** SOURCE RECORDS follows **
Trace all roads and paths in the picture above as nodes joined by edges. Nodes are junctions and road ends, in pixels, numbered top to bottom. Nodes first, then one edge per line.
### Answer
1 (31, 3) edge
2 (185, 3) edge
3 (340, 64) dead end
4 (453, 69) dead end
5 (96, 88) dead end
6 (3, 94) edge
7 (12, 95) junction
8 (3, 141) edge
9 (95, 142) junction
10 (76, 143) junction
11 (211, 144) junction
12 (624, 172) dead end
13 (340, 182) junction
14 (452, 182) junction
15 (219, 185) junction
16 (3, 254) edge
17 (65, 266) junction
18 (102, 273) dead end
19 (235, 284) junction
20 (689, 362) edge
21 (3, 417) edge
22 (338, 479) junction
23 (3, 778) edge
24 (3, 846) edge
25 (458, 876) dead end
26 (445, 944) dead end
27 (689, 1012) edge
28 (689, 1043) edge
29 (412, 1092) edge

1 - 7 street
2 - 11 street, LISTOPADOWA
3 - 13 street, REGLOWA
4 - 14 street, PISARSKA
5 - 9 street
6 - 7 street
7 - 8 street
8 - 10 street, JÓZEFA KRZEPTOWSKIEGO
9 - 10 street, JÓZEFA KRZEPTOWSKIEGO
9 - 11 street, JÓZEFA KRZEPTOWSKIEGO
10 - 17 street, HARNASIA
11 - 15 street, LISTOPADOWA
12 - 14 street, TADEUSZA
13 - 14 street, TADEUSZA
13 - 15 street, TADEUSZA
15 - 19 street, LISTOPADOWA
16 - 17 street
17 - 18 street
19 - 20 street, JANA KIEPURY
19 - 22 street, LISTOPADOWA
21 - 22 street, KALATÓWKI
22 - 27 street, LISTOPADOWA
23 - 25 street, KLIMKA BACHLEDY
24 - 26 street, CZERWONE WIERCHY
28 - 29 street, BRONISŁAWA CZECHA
** End of SOURCE RECORDS **
WHAT IS NEEDED |
Out of the preceding entries, pull each line that contains the word "TADEUSZA".

OUTPUT OF THE TASK |
12 - 14 street, TADEUSZA
13 - 14 street, TADEUSZA
13 - 15 street, TADEUSZA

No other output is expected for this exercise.